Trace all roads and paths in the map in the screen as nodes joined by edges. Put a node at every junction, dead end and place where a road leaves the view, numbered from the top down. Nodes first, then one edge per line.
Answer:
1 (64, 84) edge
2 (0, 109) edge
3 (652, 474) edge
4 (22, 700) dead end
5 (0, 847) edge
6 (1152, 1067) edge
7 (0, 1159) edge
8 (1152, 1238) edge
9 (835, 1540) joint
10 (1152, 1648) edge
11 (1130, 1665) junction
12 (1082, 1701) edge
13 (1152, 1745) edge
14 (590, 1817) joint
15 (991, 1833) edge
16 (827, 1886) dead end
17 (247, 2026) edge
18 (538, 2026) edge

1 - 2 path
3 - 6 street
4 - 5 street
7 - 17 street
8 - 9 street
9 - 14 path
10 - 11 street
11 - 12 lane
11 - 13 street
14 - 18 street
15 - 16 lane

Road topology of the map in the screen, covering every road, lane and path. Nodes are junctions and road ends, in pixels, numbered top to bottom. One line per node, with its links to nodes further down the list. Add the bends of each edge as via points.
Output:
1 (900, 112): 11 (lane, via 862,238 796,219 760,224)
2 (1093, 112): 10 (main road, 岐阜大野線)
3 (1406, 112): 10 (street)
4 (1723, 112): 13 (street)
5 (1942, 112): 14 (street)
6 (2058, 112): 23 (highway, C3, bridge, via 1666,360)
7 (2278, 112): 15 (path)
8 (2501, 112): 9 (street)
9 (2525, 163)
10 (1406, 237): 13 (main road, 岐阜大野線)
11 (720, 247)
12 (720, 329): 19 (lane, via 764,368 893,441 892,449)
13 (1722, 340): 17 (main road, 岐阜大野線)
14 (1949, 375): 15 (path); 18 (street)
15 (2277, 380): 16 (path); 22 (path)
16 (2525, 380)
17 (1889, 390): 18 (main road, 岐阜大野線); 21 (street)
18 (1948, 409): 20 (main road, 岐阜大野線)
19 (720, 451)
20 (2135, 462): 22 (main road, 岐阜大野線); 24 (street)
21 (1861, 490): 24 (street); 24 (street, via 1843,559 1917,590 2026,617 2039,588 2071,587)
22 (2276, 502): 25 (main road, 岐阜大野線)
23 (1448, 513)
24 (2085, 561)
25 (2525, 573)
■ ■ ■ ■ ■
[Task description] Return, word for word, each line from the line that contains "Road topology of" to the end of the listing above; include both end lines and nothing else.

[Task output]
Road topology of the map in the screen, covering every road, lane and path. Nodes are junctions and road ends, in pixels, numbered top to bottom. One line per node, with its links to nodes further down the list. Add the bends of each edge as via points.
Output:
1 (900, 112): 11 (lane, via 862,238 796,219 760,224)
2 (1093, 112): 10 (main road, 岐阜大野線)
3 (1406, 112): 10 (street)
4 (1723, 112): 13 (street)
5 (1942, 112): 14 (street)
6 (2058, 112): 23 (highway, C3, bridge, via 1666,360)
7 (2278, 112): 15 (path)
8 (2501, 112): 9 (street)
9 (2525, 163)
10 (1406, 237): 13 (main road, 岐阜大野線)
11 (720, 247)
12 (720, 329): 19 (lane, via 764,368 893,441 892,449)
13 (1722, 340): 17 (main road, 岐阜大野線)
14 (1949, 375): 15 (path); 18 (street)
15 (2277, 380): 16 (path); 22 (path)
16 (2525, 380)
17 (1889, 390): 18 (main road, 岐阜大野線); 21 (street)
18 (1948, 409): 20 (main road, 岐阜大野線)
19 (720, 451)
20 (2135, 462): 22 (main road, 岐阜大野線); 24 (street)
21 (1861, 490): 24 (street); 24 (street, via 1843,559 1917,590 2026,617 2039,588 2071,587)
22 (2276, 502): 25 (main road, 岐阜大野線)
23 (1448, 513)
24 (2085, 561)
25 (2525, 573)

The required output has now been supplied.